- _Your goal_
Could you find every line in the entries below that holds the word "graph" and copy it?

[Stored items]
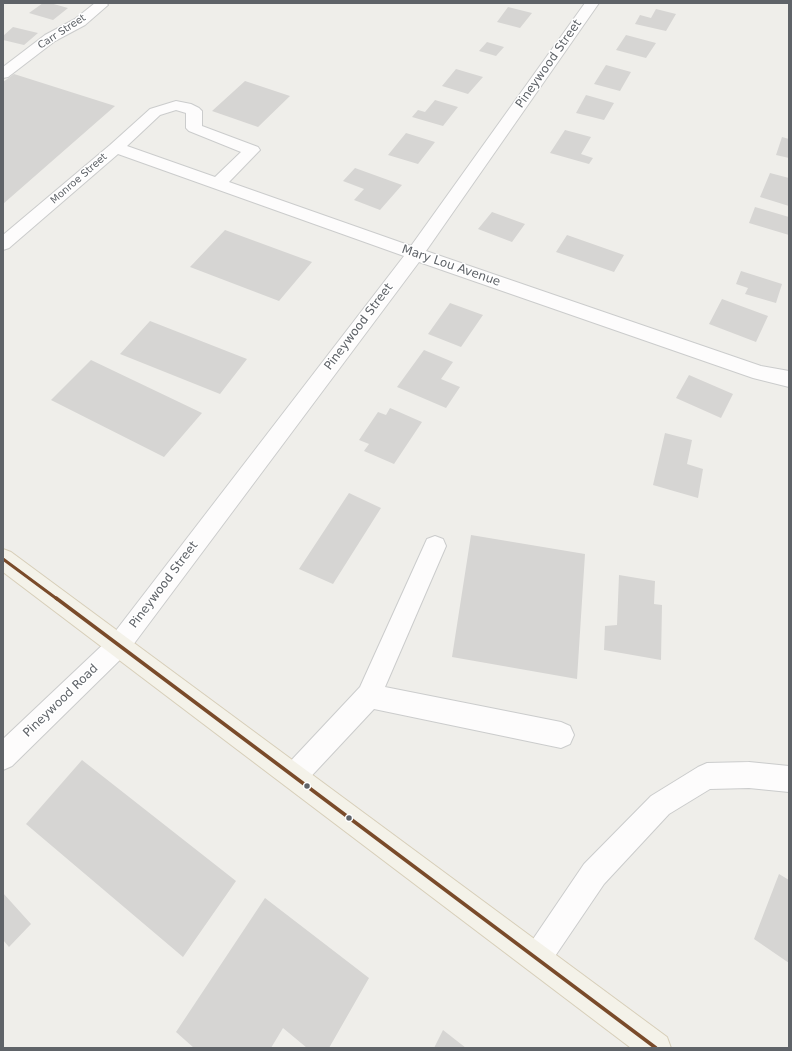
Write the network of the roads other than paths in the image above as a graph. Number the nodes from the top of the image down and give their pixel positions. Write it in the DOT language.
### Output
graph roads {
  1 [pos="592,3"];
  2 [pos="101,5"];
  3 [pos="3,74"];
  4 [pos="116,148"];
  5 [pos="218,184"];
  6 [pos="3,244"];
  7 [pos="415,254"];
  8 [pos="789,379"];
  9 [pos="436,546"];
  10 [pos="3,559"];
  11 [pos="119,645"];
  12 [pos="369,696"];
  13 [pos="560,735"];
  14 [pos="3,757"];
  15 [pos="294,776"];
  16 [pos="789,779"];
  17 [pos="537,958"];
  18 [pos="656,1048"];
  1 -- 7 [label="street, Pineywood Street"];
  2 -- 3 [label="street, Carr Street"];
  4 -- 5 [label="street, Mary Lou Avenue"];
  4 -- 5 [label="street, Monroe Street"];
  4 -- 6 [label="street, Monroe Street"];
  5 -- 7 [label="street, Mary Lou Avenue"];
  7 -- 8 [label="street, Mary Lou Avenue"];
  7 -- 11 [label="street, Pineywood Street"];
  9 -- 12 [label="street"];
  10 -- 11 [label="main road"];
  11 -- 14 [label="street, Pineywood Road"];
  11 -- 15 [label="main road"];
  12 -- 13 [label="street"];
  12 -- 15 [label="street"];
  15 -- 17 [label="main road"];
  16 -- 17 [label="street"];
  17 -- 18 [label="main road"];
}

- _Result for this exercise_
Write the network of the roads other than paths in the image above as a graph. Number the nodes from the top of the image down and give their pixel positions. Write it in the DOT language.
graph roads {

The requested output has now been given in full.